III/IV:R:2. [The Synod rejects the errors of those] Who teach that the spiritual gifts, or the good qualities and virtues, such as goodness, holiness, righteousness, could not belong to the will of man when he was first created, and that these, therefore, could not have been separated therefrom in the fall.

Westminster Confession (1646):
4:2. After God had made all other creatures, he created man, male and female, with reasonable and immortal souls, endued with knowledge, righteousness, and true holiness, after his own image; having the law of God written in their hearts, and power to fulfil it: and yet under a possibility of transgressing, being left to the liberty of their own will, which was subject unto change. Beside this law written in their hearts, they received a command, not to eat of the tree of the knowledge of good and evil; which while they kept, they were happy in their communion with God, and had dominion over the creatures.

Westminster Larger Catechism (1647):
Q. 17. How did God create man?
A. After God had made all other creatures, he created man male and female; formed the body of the man out of the dust of the ground, and the woman of the rib of the man, endued them with living, reasonable and immortal souls; made them after his own image, in knowledge, righteousness and holiness.

Q. 75. What is sanctification?A. Sanctification is a work of God’s grace, whereby they whom God hath, before the foundation of the world, chosen to be holy, are in time, through the powerful operation of his Spirit applying the death and resurrection of Christ unto them, renewed in their whole man after the image of God; having the seeds of repentance unto life, and all other saving graces, put into their hearts, and those graces so stirred up, increased, and strengthened, as that they more and more die unto sin, and rise unto newness of life.

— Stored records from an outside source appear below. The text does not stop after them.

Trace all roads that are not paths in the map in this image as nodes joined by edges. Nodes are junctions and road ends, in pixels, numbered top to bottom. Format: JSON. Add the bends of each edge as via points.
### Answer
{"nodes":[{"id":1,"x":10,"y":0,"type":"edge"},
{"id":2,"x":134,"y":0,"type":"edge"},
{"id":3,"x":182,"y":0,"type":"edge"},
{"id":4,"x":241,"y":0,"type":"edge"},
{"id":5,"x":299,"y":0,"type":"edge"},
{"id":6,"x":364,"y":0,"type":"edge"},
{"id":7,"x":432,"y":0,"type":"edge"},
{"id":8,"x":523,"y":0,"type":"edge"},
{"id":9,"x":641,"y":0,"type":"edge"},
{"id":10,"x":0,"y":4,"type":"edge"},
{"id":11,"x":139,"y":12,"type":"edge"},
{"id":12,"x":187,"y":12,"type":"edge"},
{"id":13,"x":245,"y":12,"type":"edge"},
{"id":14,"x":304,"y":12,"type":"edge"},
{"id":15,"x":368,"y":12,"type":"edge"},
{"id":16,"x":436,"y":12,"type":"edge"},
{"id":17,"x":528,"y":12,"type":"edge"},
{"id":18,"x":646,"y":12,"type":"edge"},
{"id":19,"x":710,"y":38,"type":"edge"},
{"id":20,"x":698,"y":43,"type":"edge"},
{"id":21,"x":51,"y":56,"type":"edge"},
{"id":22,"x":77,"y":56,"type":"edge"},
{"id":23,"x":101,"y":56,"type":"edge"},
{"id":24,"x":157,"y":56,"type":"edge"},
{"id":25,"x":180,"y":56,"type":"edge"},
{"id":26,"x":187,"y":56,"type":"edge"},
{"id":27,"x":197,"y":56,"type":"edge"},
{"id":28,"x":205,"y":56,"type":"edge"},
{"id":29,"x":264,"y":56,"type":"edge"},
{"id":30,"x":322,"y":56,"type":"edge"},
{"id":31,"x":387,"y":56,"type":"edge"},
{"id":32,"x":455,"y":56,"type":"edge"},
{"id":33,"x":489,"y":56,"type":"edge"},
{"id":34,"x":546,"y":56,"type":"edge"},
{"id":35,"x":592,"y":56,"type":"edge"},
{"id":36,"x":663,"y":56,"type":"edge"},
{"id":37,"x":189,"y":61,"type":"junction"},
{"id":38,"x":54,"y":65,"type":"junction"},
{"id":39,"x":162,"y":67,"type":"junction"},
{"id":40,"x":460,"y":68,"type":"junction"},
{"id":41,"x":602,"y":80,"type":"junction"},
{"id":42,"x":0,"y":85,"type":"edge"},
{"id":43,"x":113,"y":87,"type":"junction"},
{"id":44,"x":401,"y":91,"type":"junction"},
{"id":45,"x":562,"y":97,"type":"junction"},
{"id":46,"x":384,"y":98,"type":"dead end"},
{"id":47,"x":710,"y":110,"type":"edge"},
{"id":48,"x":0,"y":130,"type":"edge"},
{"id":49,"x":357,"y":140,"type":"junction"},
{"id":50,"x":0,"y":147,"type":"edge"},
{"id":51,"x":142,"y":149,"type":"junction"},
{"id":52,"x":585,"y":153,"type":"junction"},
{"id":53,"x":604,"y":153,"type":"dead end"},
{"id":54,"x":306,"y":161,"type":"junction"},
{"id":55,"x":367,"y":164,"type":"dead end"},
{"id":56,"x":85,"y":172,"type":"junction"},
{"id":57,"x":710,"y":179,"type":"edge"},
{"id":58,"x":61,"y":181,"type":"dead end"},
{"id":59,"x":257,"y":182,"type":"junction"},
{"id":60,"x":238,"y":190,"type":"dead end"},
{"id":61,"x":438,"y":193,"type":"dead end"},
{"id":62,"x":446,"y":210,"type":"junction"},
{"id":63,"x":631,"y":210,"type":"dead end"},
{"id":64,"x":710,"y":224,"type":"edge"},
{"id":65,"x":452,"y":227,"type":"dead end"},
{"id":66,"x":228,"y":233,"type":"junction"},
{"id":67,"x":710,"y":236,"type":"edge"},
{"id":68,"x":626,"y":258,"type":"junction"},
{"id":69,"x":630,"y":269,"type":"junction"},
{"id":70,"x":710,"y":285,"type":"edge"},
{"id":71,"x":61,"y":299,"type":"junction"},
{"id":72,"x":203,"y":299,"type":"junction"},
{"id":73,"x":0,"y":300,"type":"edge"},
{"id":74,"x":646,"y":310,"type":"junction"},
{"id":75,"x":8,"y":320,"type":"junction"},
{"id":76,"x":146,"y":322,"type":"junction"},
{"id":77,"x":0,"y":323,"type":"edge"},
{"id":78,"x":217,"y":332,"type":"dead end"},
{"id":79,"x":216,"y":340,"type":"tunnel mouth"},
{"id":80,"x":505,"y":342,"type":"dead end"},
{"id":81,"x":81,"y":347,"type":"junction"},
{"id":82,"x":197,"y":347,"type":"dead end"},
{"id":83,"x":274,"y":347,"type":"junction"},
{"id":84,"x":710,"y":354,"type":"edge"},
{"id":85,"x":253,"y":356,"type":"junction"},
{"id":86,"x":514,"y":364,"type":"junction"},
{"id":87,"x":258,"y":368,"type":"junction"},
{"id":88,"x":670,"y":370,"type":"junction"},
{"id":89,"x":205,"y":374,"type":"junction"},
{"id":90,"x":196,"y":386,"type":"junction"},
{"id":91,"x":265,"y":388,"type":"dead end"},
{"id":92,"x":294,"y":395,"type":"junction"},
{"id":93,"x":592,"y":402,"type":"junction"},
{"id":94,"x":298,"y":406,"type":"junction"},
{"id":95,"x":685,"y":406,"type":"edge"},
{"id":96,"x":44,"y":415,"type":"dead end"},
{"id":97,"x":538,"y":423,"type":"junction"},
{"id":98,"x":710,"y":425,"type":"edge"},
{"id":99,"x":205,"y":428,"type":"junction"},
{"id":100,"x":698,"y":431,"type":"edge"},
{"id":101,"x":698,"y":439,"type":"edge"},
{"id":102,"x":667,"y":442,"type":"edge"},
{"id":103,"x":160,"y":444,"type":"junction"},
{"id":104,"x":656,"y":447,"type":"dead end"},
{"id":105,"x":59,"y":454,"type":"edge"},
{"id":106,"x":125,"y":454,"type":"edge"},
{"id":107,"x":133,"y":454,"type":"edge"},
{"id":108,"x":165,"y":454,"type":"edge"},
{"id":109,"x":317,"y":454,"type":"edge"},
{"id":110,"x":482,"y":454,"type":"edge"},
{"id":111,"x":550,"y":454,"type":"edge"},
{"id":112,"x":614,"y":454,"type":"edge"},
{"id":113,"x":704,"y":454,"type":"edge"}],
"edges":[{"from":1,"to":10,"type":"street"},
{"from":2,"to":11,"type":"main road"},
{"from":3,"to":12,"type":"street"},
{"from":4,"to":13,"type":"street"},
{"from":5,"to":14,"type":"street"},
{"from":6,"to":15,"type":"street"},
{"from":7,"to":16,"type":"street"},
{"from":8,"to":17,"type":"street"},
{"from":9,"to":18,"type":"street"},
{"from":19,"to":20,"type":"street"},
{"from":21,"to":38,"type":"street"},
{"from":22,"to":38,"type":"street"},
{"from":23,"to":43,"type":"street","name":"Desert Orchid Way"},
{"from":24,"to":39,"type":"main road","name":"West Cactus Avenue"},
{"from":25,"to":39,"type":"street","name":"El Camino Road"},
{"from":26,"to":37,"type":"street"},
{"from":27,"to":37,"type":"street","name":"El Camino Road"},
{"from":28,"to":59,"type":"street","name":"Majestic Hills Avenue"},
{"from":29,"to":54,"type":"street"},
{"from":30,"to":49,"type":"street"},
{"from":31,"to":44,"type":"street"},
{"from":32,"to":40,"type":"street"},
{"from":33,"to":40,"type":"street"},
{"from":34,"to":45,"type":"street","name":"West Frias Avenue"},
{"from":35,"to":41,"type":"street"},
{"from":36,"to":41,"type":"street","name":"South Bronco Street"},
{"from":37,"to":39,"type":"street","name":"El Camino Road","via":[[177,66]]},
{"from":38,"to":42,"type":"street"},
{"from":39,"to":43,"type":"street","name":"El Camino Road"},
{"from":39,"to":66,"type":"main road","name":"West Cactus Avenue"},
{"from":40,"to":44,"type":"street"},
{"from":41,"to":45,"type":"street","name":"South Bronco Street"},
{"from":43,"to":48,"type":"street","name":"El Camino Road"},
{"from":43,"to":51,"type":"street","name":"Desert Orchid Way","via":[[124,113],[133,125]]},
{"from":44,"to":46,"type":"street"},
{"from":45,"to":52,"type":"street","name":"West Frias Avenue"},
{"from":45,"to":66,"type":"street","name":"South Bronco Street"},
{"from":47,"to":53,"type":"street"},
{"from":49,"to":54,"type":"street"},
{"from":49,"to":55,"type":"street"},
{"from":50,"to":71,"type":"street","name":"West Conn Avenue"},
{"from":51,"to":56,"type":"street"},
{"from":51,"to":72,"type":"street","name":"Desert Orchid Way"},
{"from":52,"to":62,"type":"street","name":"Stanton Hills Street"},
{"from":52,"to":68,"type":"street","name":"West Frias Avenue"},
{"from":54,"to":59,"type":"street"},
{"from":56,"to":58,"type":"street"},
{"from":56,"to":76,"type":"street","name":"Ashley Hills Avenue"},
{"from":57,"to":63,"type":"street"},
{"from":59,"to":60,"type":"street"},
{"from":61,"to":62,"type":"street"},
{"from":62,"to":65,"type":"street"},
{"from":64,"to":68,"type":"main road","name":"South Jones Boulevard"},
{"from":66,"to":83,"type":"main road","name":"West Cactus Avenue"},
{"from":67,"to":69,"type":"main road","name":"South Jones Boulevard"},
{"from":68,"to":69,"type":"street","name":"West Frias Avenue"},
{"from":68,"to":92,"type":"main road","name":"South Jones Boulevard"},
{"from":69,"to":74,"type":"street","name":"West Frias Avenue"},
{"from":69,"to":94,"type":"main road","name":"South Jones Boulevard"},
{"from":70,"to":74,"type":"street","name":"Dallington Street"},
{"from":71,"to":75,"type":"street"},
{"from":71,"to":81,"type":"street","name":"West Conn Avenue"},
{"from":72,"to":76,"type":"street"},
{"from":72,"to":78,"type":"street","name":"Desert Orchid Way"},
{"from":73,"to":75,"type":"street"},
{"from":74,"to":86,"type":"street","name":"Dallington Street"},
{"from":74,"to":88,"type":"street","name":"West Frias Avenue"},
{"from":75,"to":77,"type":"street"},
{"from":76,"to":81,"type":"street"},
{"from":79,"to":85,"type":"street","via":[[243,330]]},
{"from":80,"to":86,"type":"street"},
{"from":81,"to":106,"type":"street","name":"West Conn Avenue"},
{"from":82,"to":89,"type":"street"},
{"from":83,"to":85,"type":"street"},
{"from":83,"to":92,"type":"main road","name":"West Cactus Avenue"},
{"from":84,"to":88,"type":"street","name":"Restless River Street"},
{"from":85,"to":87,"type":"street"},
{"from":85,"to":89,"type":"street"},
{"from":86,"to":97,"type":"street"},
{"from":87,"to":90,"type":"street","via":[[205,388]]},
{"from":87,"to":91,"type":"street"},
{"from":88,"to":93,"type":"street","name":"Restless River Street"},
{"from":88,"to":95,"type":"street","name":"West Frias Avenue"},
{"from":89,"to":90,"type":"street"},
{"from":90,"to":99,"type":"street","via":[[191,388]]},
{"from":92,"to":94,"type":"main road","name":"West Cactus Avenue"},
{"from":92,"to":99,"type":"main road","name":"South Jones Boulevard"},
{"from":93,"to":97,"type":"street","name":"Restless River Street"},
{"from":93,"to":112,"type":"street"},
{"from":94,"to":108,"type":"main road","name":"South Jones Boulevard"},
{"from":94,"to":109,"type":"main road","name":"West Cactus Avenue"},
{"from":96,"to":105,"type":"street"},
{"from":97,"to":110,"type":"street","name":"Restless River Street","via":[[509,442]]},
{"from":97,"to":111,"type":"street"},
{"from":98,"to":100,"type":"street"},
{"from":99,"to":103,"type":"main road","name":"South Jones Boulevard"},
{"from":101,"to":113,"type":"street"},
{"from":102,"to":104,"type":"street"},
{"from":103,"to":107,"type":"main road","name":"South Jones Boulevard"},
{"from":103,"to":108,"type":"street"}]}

Westminster Shorter Catechism (1647):
Q. 10. How did God create man?
A. God created man male and female, after his own image, in knowledge, righteousness, and holiness, with dominion over the creatures.

Q. 35. What is sanctification?
A. Sanctification is the work of God’s free grace, whereby we are renewed in the whole man after the image of God, and are enabled more and more to die unto sin, and live unto righteousness.

Waldensian Confession (1662):
VIII. That man, who was created pure and holy in God’s image, by his own fault deprived himself of that blessed estate, having believed the lying words of the devil.
Proofs: Eccl. 7:29; Gen. 1:26-27; Eph. 4:24; Col. 3:10; 2 Cor. 11:3; 1 Tim. 2:14; Rom. 5:12.

IX. That in his transgression man lost the righteousness and holiness he received, incurring the wrath of God, death, and captivity under the power of the one who has the power of death, namely the devil; so that his free will became a slave of sin and by nature all men, Jews and Gentiles, are children of wrath, dead in trespasses and sins; and are consequently incapable of anything good towards salvation and indeed of any good thought without grace; for all his thoughts are only evil at all times.
Proofs: Rom. 3:9; 5:12; John 8:34; Rom. 6:17; Eph. 2:1; Rom. 8:7; 1 Cor. 2:14; Gen. 6:5; 8:21; Jer. 17:9; Matt. 7:18; John 6:44; 15:5; 3:5, 27; 1 Cor. 2:11, 14; 12:3; 2 Cor. 3:5 (Reformed Confessions of the 16th and 17th Centuries in English Translation [Grand Rapids, MI: Reformation Heritage Books, 2014], vol. 4, pp. 502-503).